United States District Court, Northern District of Illinois
Aug 16, 2021
20-cv-04800 (N.D. Ill. Aug. 16, 2021)

Opinion

20-cv-04800

08-16-2021

INCIPIO, LLC, Plaintiff, v. UNDER ARMOUR, INC., Defendant.


MEMORANDUM OPINION AND ORDER

John F. Kness, United States District Judge

This case presents the latest chapter in a multifaceted contract dispute arising out of a failed merchandise licensing agreement. Plaintiff Incipio, LLC and Defendant Under Armour, Inc. entered into a licensing agreement under which Incipio was to sell mobile phone cases bearing Under Armour's name and marks. Incipio maintains that, when the licensing agreement fell apart, the parties agreed to a resolution of the dispute. When that second agreement again fell apart, Incipio says, Under Armour then made a new promise to abide by the earlier agreement. But Incipio alleges that Under Armour breached that promise as well by pulling the rug out from under Incipio and unjustifiably walking away from the deal at the last minute. In this declaratory judgment action, Incipio seeks a declaration in its favor concerning these disputes, as well as a reformation of the initial settlement agreement, damages under a promissory estoppel theory, and injunctive relief against Under Armour.

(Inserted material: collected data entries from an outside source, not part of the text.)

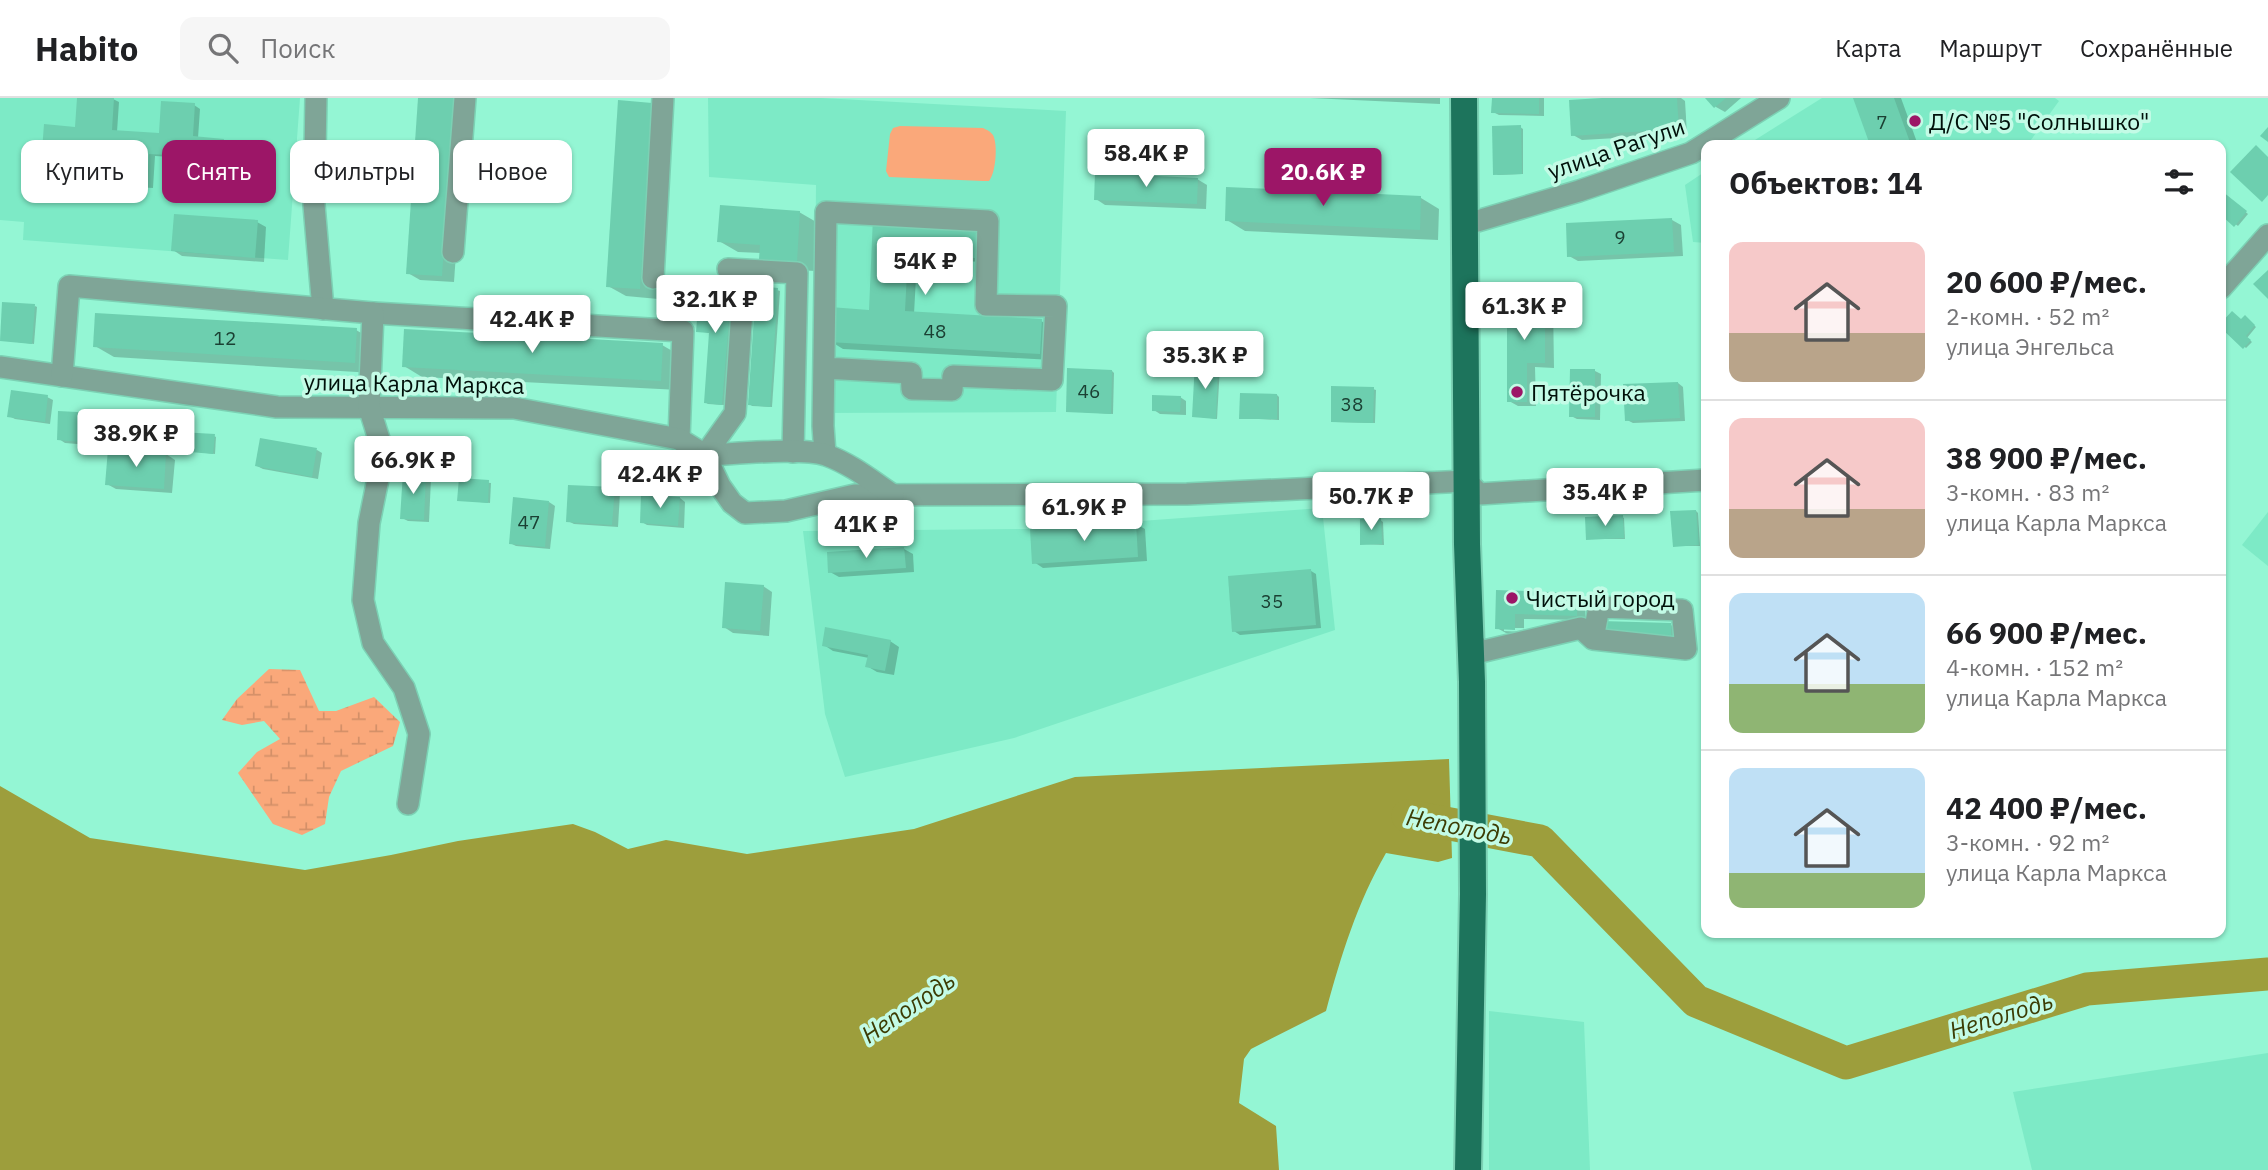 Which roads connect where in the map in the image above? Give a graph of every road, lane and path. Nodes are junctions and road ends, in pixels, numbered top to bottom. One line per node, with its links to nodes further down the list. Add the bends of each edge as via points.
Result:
1 (316, 98): 15 (street, via 314,205)
2 (465, 98): 10 (street)
3 (663, 98): 12 (street)
4 (1464, 98): 8 (main road)
5 (1779, 98): 6 (street, улица Рагули)
6 (1712, 140)
7 (1701, 147): 8 (street, улица Рагули, via 1474,222)
8 (1464, 211): 26 (main road)
9 (2268, 234): 13 (street)
10 (453, 252)
11 (728, 270): 22 (street, via 797,273)
12 (653, 278)
13 (2226, 282)
14 (743, 295): 24 (street, via 735,413)
15 (323, 309): 16 (street); 19 (street, via 69,286)
16 (373, 313): 20 (street); 21 (street, via 683,331)
17 (0, 367): 19 (street, улица Карла Маркса)
18 (825, 368): 18 (street, via 826,212 988,221 986,305 1056,306 1052,380 953,376 952,390 912,389 911,373); 23 (street)
19 (62, 376): 20 (street, улица Карла Маркса, via 276,407)
20 (369, 407): 21 (street, улица Карла Маркса, via 513,408); 30 (street, via 379,452 363,600 373,643 404,688 419,734)
21 (679, 439): 24 (street, улица Карла Маркса)
22 (793, 452): 23 (street); 24 (street)
23 (825, 454): 27 (street)
24 (705, 455): 27 (street, via 720,486 745,513 786,511 855,495)
25 (1701, 480): 26 (street, via 1479,494)
26 (1467, 481): 27 (street, via 1187,494); 28 (main road)
27 (893, 495)
28 (1470, 637): 29 (street, via 1480,652 1581,628); 31 (main road, via 1473,894)
29 (1593, 639)
30 (408, 804)
31 (1468, 1170)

Under Armour now moves under Rule 12(b)(2) of the Federal Rules of Civil Procedure to dismiss the complaint based on a lack of personal jurisdiction. As explained below, because the Court agrees that jurisdiction over Under Armour cannot be maintained consistent with principles of due process, Incipio's complaint must be dismissed without prejudice for lack of specific personal jurisdiction over Under Armour.

I. BACKGROUND

Plaintiff Incipio, LLC is a Delaware limited liability company with its principal place of business in California. (Complaint (“Compl.”), Dkt. 1 ¶ 4.) Defendant Under Armour, Inc. is a Maryland corporation with its principal place of business in Maryland. (Id. ¶ 5.) This action, brought under the Court's diversity jurisdiction, concerns a disputed settlement agreement into which the parties entered after an earlier licensing deal between the two entities soured.

In May 2017, the parties entered into a License and Distribution Agreement that permitted Incipio to sell mobile phone cases bearing Under Armour's proprietary trademarks and brand names. (Id. ¶ 10.) Incipio proved unable, however, to sustain the recurring royalty payments; this led the parties in June 2019 to sign a Termination Agreement ending the License and Distribution Agreement. (Id. ¶ 11.) As part of the Termination Agreement, Incipio consented to a confessed judgement of $30,900,000. (Id. ¶ 12.)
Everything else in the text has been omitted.